Situated on the banks of the Edogawa, Shibamata is at the exact point where Chiba becomes Tokyo. Although quite small, and rather sleepy, this is a top spot to see a traditional side to Japan that can be difficult to find further into the capital.
Due to its location, the town doesn’t attract as many tourists as other similar spots such as Asakusa, as people either see it as a bit out of the way, or are oblivious to its existence. For local businesses this could be seen as a problem, but for the traveller it’s a blessing. During weekdays, it’s practically empty, and although the weekend sees its fair share of visitors, it isn’t to the extent that you’re getting out of people’s way more than you’re taking in the sites.
Shibamata station can be accessed on the Keisei-Kanamachi line. You can also go to Shin-Shibamata station, on the Hokuso line, but it’s about a fifteen minute walk from there to the action. Either way it’s only about 25 minutes from Ueno, which makes me wonder why it isn’t a more visited spot.
The first port of call is the Taishakuten-Sando; a winding, pedestrianised street leading from the station. On either side there are shops selling souvenirs, and different Japanese snacks. If you’re hankering for some pickles, for example, you will not be disappointed here.

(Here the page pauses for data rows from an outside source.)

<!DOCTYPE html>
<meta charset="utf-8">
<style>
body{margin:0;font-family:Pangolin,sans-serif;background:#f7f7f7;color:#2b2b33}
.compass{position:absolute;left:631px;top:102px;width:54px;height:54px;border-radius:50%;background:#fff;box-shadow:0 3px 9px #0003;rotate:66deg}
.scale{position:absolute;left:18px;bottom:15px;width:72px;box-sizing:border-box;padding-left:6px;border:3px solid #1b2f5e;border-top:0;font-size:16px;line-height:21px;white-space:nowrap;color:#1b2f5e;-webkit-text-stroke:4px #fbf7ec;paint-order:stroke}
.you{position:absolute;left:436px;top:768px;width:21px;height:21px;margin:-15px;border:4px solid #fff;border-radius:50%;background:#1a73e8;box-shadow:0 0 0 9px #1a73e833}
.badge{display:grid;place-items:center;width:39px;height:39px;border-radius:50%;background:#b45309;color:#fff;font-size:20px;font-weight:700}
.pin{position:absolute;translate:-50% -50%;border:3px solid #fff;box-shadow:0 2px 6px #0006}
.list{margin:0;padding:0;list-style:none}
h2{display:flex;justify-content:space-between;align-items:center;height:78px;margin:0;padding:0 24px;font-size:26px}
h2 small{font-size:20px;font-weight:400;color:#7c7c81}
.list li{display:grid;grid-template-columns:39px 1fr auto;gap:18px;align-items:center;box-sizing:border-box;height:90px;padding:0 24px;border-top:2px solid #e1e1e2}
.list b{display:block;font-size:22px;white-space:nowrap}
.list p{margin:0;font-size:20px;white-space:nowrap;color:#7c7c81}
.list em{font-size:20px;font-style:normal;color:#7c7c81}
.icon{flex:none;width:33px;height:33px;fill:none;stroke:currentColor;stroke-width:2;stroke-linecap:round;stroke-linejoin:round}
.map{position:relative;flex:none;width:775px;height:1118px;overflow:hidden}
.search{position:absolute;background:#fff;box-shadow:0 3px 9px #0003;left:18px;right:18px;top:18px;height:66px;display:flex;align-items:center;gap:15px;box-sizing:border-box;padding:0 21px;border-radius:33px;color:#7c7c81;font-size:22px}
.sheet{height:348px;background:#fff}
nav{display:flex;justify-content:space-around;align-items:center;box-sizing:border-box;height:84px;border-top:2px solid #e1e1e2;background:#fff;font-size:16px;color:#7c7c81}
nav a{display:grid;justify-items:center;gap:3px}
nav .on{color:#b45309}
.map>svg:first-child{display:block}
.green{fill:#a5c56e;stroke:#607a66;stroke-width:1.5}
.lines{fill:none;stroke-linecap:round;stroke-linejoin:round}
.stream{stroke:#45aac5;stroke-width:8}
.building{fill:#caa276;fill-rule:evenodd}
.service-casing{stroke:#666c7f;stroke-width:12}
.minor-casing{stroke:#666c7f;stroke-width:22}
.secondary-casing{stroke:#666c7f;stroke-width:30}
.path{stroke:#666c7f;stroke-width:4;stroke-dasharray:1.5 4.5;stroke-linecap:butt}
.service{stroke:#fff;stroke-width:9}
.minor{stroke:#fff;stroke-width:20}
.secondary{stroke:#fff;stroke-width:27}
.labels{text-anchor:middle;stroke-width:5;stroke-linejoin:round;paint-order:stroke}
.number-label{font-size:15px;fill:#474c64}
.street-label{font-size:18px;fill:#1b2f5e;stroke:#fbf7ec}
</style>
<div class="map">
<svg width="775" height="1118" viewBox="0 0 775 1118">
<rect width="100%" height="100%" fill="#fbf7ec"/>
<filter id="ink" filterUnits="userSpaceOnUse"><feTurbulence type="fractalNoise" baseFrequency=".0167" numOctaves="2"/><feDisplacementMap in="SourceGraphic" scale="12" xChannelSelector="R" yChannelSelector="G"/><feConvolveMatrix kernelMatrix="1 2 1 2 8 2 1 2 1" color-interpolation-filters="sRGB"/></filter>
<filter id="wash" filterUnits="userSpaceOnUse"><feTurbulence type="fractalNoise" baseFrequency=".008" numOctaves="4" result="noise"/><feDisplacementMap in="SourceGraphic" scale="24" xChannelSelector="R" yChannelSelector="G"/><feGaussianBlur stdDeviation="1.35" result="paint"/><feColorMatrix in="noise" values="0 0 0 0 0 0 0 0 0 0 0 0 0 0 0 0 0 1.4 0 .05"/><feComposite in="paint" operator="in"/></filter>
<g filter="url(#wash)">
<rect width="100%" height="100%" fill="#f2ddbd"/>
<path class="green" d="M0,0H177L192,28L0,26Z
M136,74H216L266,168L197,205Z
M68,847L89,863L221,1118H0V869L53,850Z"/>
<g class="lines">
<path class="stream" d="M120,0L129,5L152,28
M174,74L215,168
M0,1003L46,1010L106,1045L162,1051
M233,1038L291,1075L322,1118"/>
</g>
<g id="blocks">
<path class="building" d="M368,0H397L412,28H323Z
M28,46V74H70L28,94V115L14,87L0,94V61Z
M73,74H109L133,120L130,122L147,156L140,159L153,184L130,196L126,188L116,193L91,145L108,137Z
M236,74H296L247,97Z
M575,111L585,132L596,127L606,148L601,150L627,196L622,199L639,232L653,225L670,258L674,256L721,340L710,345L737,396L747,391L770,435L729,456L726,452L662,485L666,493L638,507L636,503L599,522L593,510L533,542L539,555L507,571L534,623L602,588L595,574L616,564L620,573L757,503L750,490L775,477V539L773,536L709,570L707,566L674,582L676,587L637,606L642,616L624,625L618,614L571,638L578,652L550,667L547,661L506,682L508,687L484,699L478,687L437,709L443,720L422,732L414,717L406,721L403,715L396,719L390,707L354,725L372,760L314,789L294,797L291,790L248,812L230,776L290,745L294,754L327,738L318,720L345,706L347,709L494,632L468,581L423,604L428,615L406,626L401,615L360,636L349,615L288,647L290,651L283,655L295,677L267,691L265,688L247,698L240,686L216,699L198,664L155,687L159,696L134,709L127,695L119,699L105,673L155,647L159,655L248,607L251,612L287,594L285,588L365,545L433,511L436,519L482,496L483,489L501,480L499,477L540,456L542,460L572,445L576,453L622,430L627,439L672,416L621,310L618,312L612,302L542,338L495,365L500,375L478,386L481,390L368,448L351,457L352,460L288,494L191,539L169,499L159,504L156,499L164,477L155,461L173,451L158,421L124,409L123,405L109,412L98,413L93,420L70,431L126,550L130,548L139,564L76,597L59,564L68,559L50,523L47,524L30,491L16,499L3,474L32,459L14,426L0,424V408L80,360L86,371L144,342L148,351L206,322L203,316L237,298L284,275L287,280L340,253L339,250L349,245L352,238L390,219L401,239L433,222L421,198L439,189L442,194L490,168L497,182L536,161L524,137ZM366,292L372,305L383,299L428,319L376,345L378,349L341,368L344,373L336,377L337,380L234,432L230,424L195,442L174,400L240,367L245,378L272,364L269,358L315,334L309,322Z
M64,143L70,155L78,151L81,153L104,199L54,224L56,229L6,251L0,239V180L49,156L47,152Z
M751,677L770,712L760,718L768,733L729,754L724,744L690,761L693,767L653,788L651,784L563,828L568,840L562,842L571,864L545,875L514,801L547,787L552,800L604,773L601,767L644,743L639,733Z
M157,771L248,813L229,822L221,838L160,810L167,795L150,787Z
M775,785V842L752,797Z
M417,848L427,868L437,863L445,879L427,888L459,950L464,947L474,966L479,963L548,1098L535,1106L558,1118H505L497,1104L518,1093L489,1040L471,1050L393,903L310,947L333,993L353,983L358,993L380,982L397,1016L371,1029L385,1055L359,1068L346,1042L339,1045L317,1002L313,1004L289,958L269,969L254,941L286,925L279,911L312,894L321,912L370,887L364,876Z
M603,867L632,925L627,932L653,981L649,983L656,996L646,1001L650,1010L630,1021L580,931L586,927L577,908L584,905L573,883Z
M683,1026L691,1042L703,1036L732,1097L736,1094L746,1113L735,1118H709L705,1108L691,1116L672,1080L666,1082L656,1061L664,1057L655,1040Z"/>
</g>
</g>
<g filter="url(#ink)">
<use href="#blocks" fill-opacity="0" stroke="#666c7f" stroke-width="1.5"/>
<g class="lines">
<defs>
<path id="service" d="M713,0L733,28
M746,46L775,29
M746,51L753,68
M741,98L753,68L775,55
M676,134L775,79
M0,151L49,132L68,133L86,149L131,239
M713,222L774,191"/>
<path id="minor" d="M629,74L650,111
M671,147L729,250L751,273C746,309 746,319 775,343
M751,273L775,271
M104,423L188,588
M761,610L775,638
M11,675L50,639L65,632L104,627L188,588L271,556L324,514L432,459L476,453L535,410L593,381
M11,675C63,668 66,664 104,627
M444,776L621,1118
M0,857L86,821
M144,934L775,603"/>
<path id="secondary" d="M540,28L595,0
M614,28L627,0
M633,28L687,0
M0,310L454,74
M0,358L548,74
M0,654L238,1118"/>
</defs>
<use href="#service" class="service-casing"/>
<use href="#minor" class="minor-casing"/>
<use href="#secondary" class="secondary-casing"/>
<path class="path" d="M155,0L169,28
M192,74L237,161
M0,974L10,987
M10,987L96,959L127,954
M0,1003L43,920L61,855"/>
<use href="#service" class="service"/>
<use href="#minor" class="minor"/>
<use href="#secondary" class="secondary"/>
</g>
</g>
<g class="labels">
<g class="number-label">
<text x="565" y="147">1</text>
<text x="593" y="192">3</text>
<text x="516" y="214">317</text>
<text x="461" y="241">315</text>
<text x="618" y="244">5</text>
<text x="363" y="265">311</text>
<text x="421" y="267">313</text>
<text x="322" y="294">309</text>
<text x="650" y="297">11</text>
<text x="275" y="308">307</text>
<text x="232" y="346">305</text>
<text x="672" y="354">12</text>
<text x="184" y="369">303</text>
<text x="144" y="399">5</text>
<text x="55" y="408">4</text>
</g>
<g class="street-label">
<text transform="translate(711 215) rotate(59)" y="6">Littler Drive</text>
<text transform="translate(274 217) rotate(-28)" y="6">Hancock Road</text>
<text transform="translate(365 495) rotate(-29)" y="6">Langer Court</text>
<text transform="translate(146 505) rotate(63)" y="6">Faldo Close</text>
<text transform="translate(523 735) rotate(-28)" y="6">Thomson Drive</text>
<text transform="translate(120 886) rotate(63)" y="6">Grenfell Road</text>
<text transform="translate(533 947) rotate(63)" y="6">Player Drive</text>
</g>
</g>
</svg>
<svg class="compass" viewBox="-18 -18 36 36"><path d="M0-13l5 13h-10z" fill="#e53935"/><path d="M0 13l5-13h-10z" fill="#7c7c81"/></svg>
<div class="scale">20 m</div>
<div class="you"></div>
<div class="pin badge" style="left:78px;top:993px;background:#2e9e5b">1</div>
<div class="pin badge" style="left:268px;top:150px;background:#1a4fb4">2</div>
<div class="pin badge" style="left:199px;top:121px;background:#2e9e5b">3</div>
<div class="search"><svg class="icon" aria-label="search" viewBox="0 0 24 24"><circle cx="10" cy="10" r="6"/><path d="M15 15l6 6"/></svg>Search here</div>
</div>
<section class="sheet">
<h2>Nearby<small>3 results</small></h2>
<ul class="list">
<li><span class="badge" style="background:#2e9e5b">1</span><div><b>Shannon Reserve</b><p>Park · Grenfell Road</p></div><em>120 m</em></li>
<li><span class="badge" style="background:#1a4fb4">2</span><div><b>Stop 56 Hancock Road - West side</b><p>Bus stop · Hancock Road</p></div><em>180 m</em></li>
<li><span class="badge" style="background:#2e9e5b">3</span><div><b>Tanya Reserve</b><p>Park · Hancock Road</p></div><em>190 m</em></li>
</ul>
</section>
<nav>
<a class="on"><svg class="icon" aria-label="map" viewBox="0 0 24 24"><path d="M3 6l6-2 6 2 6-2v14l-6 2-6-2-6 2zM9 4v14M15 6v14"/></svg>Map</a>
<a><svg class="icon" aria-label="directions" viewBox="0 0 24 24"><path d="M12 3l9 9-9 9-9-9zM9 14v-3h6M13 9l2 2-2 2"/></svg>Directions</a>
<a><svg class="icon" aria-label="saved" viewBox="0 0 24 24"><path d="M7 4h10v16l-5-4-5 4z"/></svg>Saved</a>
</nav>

As ever in Japan, the owners of these stores are standing at the front, trying to lure you in with their polite and jovial welcomes. It’s a fun walk not just for the products on offer, but for the atmosphere generated.
There are also some old-style restaurants here, with soba being a particularly popular option. On top of this, the air is filled with the aroma of grilled meat, as some places cook their yakiniku outside, hoping passers-by will follow their nose towards some chicken skewers.
At the end of the street is probably Shibamata’s main attraction, Taishakuten Daikyoji, a beautiful temple in the middle of one of the most peaceful religious sites that I’ve visited in the whole country. You don’t have to enter the temple itself to enjoy the place, as there are serene gardens surrounding the structure, and even a sculpture gallery should you want a quick fix of art.
A nice backdrop to the walk is that the area is famous for a series of classic films, Otoko wa tsurai yoor It’s Tough Being a Man in English. There’s a statue of the main character, Tora-san, at the station, and numerous caricatures on sale. Pretty much everything you walk past was featured in the films.
There is even a Tora-san museum behind the temple grounds for anyone with a keen interest in the series. If you don’t, or have never seen any of them, then there are Japanese gardens nearby which are free to enter, and tranquil; perfect for a wander around.
From there, it’s not a long walk to the river. It’s a popular place to go for a cycle, play a casual bit of sport, or even have a picnic. It is also the site of an old ferry landing for farmers, and if you feel like it, you can get a short ride across the river in one of the traditional boats used for the journey.
The chances are you’ll be pretty tired after all the walking around, and possibly a little dazed after such a peaceful experience. The perfect time, then, to go for a sit-down and a cup of tea or coffee.
And if this is the case, you’re in luck. Near Shin-Shibamata station there is a French cake shop called Biscuit. The shop itself is quite famous around these parts, and can be quite busy. If you can get into the little café at the side, though, you’re in for a treat.
The coffee is good, and the cakes are fantastic. Fruity, creamy, or chocolaty; whatever your taste you’re well catered for. I’ve been in the café when I’ve not even been hungry, and I could honestly eat everything in there if I was given the chance.
It’s the perfect way to end a day in which you feel like you’ve stepped back in time. Shibamata is certainly a good place to go for those looking for a slightly quieter glimpse into Japan’s past.